» Problem: Which lines of the data contain the string "roads"? Show each of them.

[Stored data]
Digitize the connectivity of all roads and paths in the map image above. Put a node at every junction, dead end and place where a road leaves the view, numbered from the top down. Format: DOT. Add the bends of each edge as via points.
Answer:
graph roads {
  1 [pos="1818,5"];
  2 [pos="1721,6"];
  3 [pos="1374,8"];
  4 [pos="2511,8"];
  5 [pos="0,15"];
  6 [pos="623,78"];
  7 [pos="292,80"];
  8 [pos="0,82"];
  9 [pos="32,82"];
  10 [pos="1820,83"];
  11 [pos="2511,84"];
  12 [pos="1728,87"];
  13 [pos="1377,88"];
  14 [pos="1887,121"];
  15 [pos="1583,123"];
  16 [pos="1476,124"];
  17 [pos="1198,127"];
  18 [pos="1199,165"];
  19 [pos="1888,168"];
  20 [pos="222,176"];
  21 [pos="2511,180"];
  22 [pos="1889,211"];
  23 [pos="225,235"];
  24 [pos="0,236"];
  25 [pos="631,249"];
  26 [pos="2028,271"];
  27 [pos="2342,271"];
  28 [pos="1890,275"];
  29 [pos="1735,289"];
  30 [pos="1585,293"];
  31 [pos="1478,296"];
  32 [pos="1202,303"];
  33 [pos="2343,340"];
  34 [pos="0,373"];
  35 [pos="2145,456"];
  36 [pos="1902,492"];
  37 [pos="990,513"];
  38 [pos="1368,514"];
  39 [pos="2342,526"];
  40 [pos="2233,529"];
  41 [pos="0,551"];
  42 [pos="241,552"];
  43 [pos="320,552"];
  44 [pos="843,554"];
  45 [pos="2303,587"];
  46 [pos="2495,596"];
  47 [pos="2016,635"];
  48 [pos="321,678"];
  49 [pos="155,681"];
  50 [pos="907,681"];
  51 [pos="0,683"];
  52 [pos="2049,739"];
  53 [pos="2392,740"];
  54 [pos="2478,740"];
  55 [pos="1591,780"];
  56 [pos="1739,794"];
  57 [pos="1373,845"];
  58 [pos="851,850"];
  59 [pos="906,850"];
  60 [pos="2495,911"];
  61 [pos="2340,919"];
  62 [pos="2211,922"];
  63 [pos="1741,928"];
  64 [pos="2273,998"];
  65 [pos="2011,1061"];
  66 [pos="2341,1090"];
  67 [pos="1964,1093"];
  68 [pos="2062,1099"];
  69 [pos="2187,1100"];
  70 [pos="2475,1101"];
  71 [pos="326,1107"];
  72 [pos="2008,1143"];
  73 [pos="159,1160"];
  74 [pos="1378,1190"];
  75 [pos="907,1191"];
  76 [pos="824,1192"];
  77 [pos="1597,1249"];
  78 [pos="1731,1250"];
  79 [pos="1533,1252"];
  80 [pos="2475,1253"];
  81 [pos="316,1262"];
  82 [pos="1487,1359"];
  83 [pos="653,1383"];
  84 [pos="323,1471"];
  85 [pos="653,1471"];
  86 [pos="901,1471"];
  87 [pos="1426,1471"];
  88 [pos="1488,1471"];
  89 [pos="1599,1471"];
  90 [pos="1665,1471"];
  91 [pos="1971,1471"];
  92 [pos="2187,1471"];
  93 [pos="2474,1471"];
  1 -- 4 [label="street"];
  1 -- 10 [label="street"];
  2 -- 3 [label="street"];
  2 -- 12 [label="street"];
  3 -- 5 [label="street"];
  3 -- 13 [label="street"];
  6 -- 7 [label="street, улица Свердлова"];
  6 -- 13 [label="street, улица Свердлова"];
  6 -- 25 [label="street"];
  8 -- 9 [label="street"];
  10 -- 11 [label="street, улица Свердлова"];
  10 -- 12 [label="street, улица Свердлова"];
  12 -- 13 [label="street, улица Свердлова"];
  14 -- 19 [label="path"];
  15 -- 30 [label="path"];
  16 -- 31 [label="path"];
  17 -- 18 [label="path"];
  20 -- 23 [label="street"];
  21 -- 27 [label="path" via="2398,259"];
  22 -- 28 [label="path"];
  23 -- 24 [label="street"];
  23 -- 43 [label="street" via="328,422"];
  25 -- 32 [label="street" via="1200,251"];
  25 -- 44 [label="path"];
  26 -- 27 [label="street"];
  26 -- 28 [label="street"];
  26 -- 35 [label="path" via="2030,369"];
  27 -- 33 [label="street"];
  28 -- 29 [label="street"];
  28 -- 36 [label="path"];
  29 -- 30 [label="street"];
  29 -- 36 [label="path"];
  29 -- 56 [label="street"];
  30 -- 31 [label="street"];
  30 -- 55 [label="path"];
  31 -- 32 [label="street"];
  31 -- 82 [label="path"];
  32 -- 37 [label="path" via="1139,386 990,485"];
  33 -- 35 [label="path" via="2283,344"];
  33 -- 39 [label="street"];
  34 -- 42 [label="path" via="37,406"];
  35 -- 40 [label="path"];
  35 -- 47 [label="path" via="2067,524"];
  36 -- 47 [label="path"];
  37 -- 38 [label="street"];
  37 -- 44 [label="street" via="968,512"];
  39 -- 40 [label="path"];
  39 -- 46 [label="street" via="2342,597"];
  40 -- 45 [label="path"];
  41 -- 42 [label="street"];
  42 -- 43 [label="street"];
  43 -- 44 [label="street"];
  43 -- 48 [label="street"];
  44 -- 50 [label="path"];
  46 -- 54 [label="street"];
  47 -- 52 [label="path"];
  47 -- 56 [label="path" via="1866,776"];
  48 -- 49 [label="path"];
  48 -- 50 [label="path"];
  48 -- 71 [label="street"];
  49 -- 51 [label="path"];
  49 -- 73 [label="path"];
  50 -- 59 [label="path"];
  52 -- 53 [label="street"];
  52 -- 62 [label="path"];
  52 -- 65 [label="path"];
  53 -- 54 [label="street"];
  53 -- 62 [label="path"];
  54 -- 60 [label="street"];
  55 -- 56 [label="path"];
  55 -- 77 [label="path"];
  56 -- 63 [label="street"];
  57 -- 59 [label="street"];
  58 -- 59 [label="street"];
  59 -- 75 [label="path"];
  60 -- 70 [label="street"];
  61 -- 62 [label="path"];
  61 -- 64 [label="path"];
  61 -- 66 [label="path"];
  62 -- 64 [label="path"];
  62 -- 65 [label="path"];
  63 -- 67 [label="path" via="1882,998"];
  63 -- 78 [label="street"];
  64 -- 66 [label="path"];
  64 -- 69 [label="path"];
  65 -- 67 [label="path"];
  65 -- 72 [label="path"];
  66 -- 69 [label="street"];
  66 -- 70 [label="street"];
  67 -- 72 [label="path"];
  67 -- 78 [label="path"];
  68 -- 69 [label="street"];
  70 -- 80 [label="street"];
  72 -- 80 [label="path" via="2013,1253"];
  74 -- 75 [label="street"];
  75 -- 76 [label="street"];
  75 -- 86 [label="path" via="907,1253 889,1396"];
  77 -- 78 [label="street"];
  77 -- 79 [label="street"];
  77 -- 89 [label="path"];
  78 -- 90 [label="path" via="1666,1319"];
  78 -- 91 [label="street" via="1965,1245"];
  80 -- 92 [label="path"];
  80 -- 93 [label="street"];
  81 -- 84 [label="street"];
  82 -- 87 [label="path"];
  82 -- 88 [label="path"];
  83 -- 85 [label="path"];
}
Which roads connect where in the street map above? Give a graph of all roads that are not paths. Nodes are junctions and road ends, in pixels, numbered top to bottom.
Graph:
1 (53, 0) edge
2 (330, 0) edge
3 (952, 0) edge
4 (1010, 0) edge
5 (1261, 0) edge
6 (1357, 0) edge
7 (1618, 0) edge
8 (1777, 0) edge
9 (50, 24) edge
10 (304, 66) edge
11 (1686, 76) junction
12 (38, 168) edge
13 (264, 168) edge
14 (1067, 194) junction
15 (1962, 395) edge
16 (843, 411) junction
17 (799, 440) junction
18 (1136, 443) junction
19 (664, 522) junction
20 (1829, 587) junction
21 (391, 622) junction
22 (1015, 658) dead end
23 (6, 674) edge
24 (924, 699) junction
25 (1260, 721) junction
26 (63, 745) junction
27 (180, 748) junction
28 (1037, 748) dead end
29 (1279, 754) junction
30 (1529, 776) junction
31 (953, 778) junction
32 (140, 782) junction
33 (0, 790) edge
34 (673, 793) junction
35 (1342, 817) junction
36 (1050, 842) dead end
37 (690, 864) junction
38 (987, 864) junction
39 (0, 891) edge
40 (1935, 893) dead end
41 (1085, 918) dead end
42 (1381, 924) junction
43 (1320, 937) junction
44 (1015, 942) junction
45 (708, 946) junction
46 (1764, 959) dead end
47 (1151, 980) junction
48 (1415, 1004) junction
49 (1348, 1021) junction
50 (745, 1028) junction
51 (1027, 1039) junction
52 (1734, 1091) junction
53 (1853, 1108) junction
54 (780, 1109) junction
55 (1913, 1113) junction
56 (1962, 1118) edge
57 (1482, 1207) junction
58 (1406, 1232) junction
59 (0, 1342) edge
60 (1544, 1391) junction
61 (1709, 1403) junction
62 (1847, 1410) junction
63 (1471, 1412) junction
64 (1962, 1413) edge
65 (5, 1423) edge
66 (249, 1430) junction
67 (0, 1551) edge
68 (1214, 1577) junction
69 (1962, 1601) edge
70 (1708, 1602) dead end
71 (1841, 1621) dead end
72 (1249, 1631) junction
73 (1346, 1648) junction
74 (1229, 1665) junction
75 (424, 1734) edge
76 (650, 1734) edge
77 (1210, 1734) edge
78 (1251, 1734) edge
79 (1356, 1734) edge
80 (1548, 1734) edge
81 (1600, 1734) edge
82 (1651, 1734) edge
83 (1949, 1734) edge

» Answer box:
Digitize the connectivity of all roads and paths in the map image above. Put a node at every junction, dead end and place where a road leaves the view, numbered from the top down. Format: DOT. Add the bends of each edge as via points.
graph roads {
Which roads connect where in the street map above? Give a graph of all roads that are not paths. Nodes are junctions and road ends, in pixels, numbered top to bottom.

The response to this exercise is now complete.